因此,笔者建议,即便工程款债权人与房地产企业已订立以房抵债协议(其中经清算并明确构成后的债务金额应与房屋价值相当),也应尽及时订立商品房买卖合同并完善相关网签备案手续并尽快完成交房及物权登记手续,以缩短交易时间;即便交房和过户存在障碍,也应尽到通知催告义务,以便排除己方就房屋无法正常过户可能存在的任何过错。
此外,建设工程承包人与房地产企业签订以房抵债协议或可属于实现建设工程价款优先受偿权的一种方式,从而使得工抵房受让人的房屋债权在执行分配、破产分配阶段具有优先性。最高院曾有判例认为:
承包人以冲抵工程款的方式购买案涉工程项目房屋,在法定要求期限内向发包人发出行权主张,可以被认定为系通过协商折价抵偿实现承包人就案涉项目房屋所享有的建设工程价款优先受偿权,承包人与房地产企业以案涉房屋折价抵偿欠付工程款(笔者注:根据《民法典》第807条规定,在发包人逾期不支付建设工程价款的,除根据建设工程的性质不宜折价、拍卖外,承包人可以与发包人协议将该工程折价,也可以请求人民法院将该工程依法拍卖,建设工程的价款就该工程折价或者拍卖的价款优先受偿);
承包人对案涉房屋享有建设工程价款优先受偿权,其债权优于抵押权和普通债权得到优先受偿,而案涉房屋系工程款债权的物化载体,故承包人就案涉房屋享有的权利据此(而并非依据《执行异议和复议规定》第28条)足以排除抵押权人、普通债权人的强制执行(笔者注:根据《建工合同解释(一)》第36条规定,建设工程价款优先受偿权优于抵押权和其他债权);
关于行权期限,(鉴于《工程价款优先受偿批复》已被废止)结合《民法典》第41条的规定,承包人应在合理期限内(自发包人应给付工程价款之日起算,最长不超过18个月)行使建设工程价款优先受偿权;
至于行权的方式,则包括且不限于通知、协商、诉讼、仲裁等方式。在最高院此观点基础之上,笔者认为,工程承包人在与房地产企业签订以房抵债协议时,应注意以书面方式(如会议纪要、通知等)记录承包人于何时在房地产企业欠付多少工程款的情况下向其主张了工程价款优先受偿权,以房抵债协议系双方在此基础上协商签订,如抵债房屋有多幢的,应明确每幢房屋价款及与工程价款具体如何抵偿;就主张的期限,笔者建议可参照废止的《工程价款优先受偿批复》第4条规定的六个月期限为宜。

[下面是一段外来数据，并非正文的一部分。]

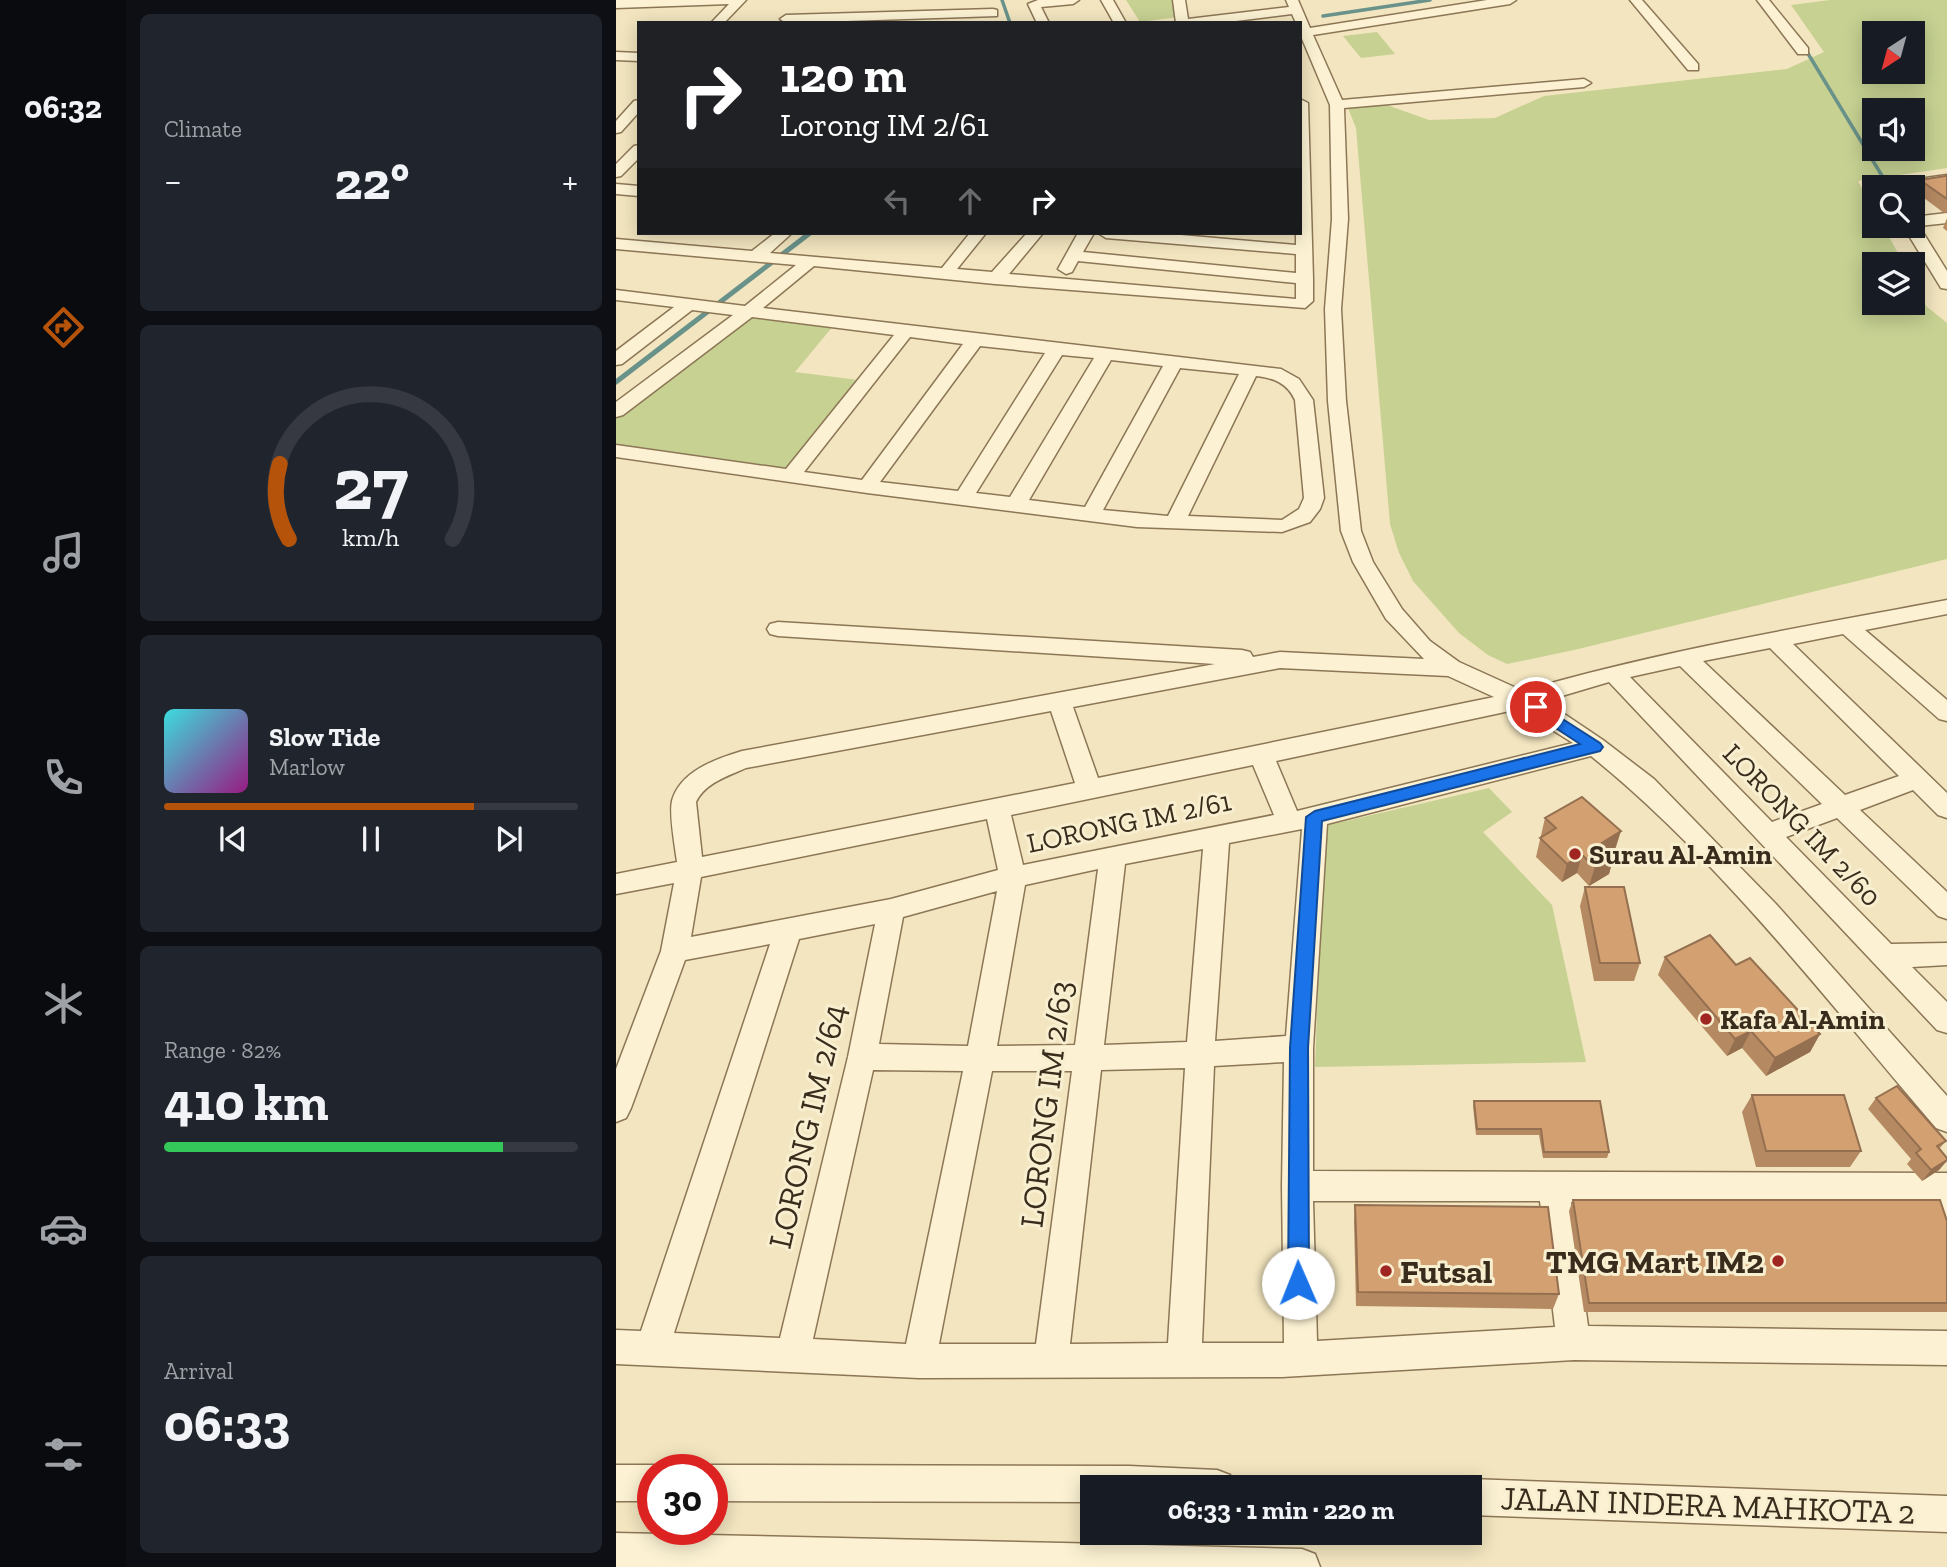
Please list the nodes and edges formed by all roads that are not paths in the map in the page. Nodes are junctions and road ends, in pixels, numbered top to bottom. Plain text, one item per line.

如此,工抵房受让人可有机会就房屋就其他抵押权人、普通债权人取得更优的受偿权利。
结语
与商品房购房人在房地产企业被执行乃至进入破产阶段中有关的权利规则散落在我国各项法律、法院解释条款中,未能形成统一连贯的体系,随着近年来法条的更迭,相关规则也并非足够周延,尤其是各方利益冲突的解决机制,仍有许多空白留待讨论、商榷之处。就购房人债权优先顺位问题及应对房企破产风险所可采取的保障手段,本文仅对此做了粗浅的探讨,望为读者带来一些思考及启发。